The meeting was standing room only. “We just want to feel safe, period,” Monique Washington, president of the Edmondson Village Community Association, told Harrison. “Our people are in fear, and we’re tired.”

An hour into the forum [with new Police Commissioner Harrison], a neighborhood resident named Renee McCray stepped up to the microphone. She described how bewildering it had been to accompany a friend downtown, near the tourist-friendly Inner Harbor, one night a few months earlier. “The lighting was so bright. People had scooters. They had bikes. They had babies in strollers. And I said: ‘What city is this? This is not Baltimore City.’ Because if you go up to Martin Luther King Boulevard” — the demarcation between downtown and the west side — “we’re all bolted in our homes, we’re locked down.” She paused for a moment to deliver her point. “All any of us want is equal protection,” she said.

It was a striking echo of the language in the Department of Justice [that resulted in a consent decree governing police conduct] the activists’ condemnations of the police following Gray’s death. Back then, the claims were of overly aggressive policing; now residents were pleading for police officers to get out of their cars, to earn their pay — to protect them.

You could look at this evolution as demonstrating an irreconcilable conflict, a tension between Shantay Guy and Tony Barksdale never to be resolved. But the residents streaming into these sessions with Harrison weren’t suggesting that. They were not describing a trade-off between justice and order. They saw them as two parts of a whole and were daring to ask for both.

 

I represent neighborhoods where people have babies in strollers. I represent Monique Washington and her neighborhood, where the residents live in fear.

I represent constituents whose primary concern is the injustice of unconstitutional police tactics.
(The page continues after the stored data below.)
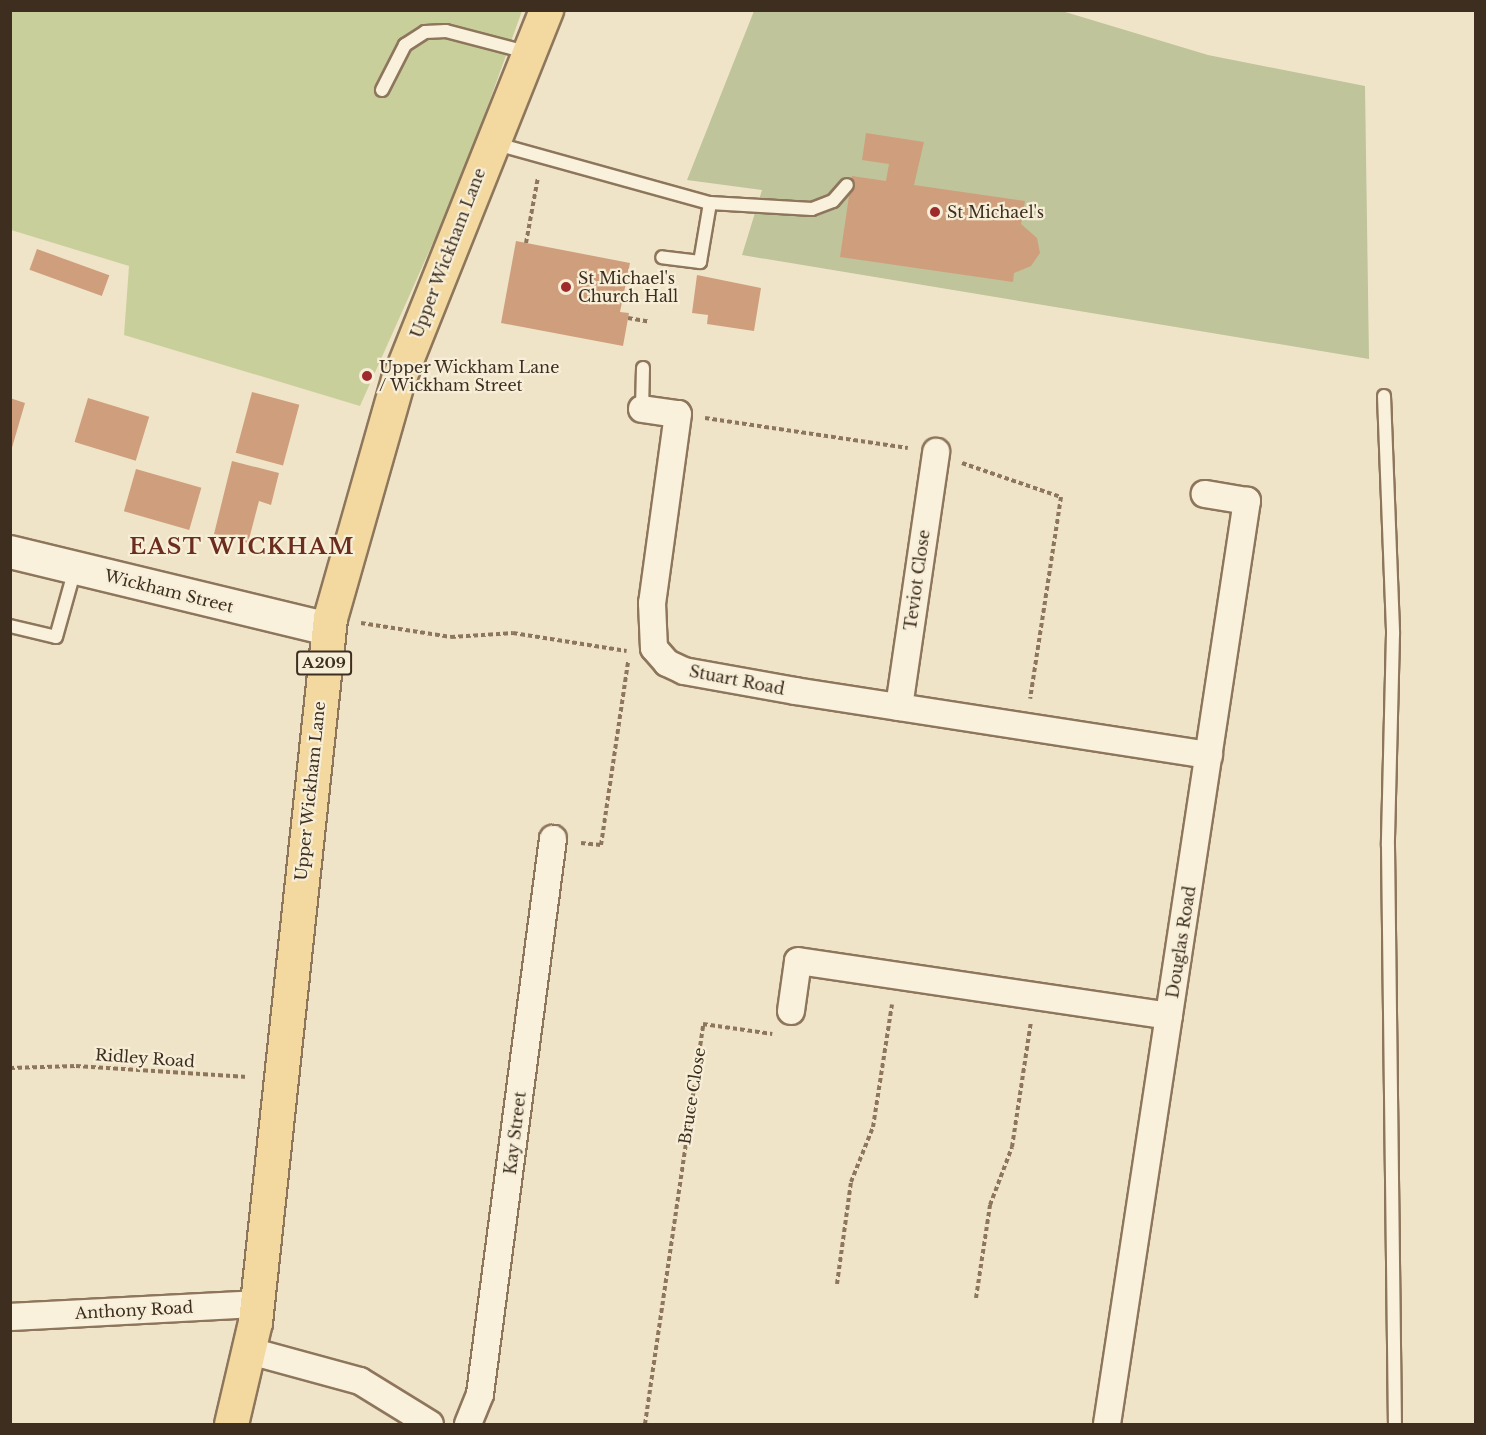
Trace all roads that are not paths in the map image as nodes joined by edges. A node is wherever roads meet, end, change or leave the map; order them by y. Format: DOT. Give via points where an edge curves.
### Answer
graph roads {
  1 [pos="546,10"];
  2 [pos="528,53"];
  3 [pos="382,90"];
  4 [pos="492,143"];
  5 [pos="847,185"];
  6 [pos="710,203"];
  7 [pos="662,257"];
  8 [pos="642,368"];
  9 [pos="1383,396"];
  10 [pos="642,409"];
  11 [pos="936,452"];
  12 [pos="1205,494"];
  13 [pos="10,552"];
  14 [pos="75,568"];
  15 [pos="329,623"];
  16 [pos="10,626"];
  17 [pos="899,707"];
  18 [pos="1209,756"];
  19 [pos="553,839"];
  20 [pos="791,1011"];
  21 [pos="1169,1016"];
  22 [pos="257,1304"];
  23 [pos="10,1317"];
  24 [pos="250,1351"];
  25 [pos="231,1425"];
  26 [pos="430,1425"];
  27 [pos="468,1425"];
  28 [pos="1107,1425"];
  29 [pos="1395,1425"];
  1 -- 2 [label="main road, Upper Wickham Lane / A209"];
  2 -- 3 [label="lane" via="446,31 425,32 405,45"];
  2 -- 4 [label="main road, Upper Wickham Lane / A209"];
  4 -- 6 [label="lane"];
  4 -- 15 [label="main road, Upper Wickham Lane / A209" via="398,380"];
  5 -- 6 [label="lane" via="833,201 812,209"];
  6 -- 7 [label="lane" via="700,262"];
  8 -- 10 [label="lane"];
  9 -- 29 [label="lane" via="1393,634 1388,846"];
  10 -- 17 [label="street, Stuart Road" via="678,414 642,649 684,671"];
  11 -- 17 [label="street, Teviot Close"];
  12 -- 18 [label="street, Douglas Road" via="1246,501"];
  13 -- 14 [label="street, Wickham Street"];
  14 -- 15 [label="street, Wickham Street"];
  14 -- 16 [label="lane" via="56,637"];
  15 -- 22 [label="main road, Upper Wickham Lane / A209"];
  17 -- 18 [label="street, Stuart Road"];
  18 -- 21 [label="street, Douglas Road"];
  19 -- 27 [label="street, Kay Street" via="480,1394"];
  20 -- 21 [label="street" via="798,961"];
  21 -- 28 [label="street, Douglas Road"];
  22 -- 23 [label="street, Anthony Road"];
  22 -- 24 [label="main road, Upper Wickham Lane / A209"];
  24 -- 25 [label="main road, Upper Wickham Lane / A209"];
  24 -- 26 [label="street" via="360,1381"];
}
I represent constituents whose primary concern is the crime in their community.

What am I doing to address these problems?

I will continue to go to bat for a constituent or a neighborhood group with a complaint about police conduct or public safety.  I will advocate for additional resources to make our neighborhoods safer – more police, better policing, and other safety programs.

This session, I supported legislation allowing  Johns Hopkins  to hire police at a time when there are 500 vacancies  in the City police force. The future of the Police Training Academy in Northwest Baltimore is uncertain. My 41st District colleagues and I have written Mayor Catherine Pugh about this matter.

I opposed placing armed police officers inside school buildings because we must invest in our students instead. The long-term solution is public education. I’ve written before about the Kirwan Commission recommendations. I will redouble my efforts to see that additional money is spent wisely in our public schools.

Baltimore’s future is at stake.

I welcome your thoughts.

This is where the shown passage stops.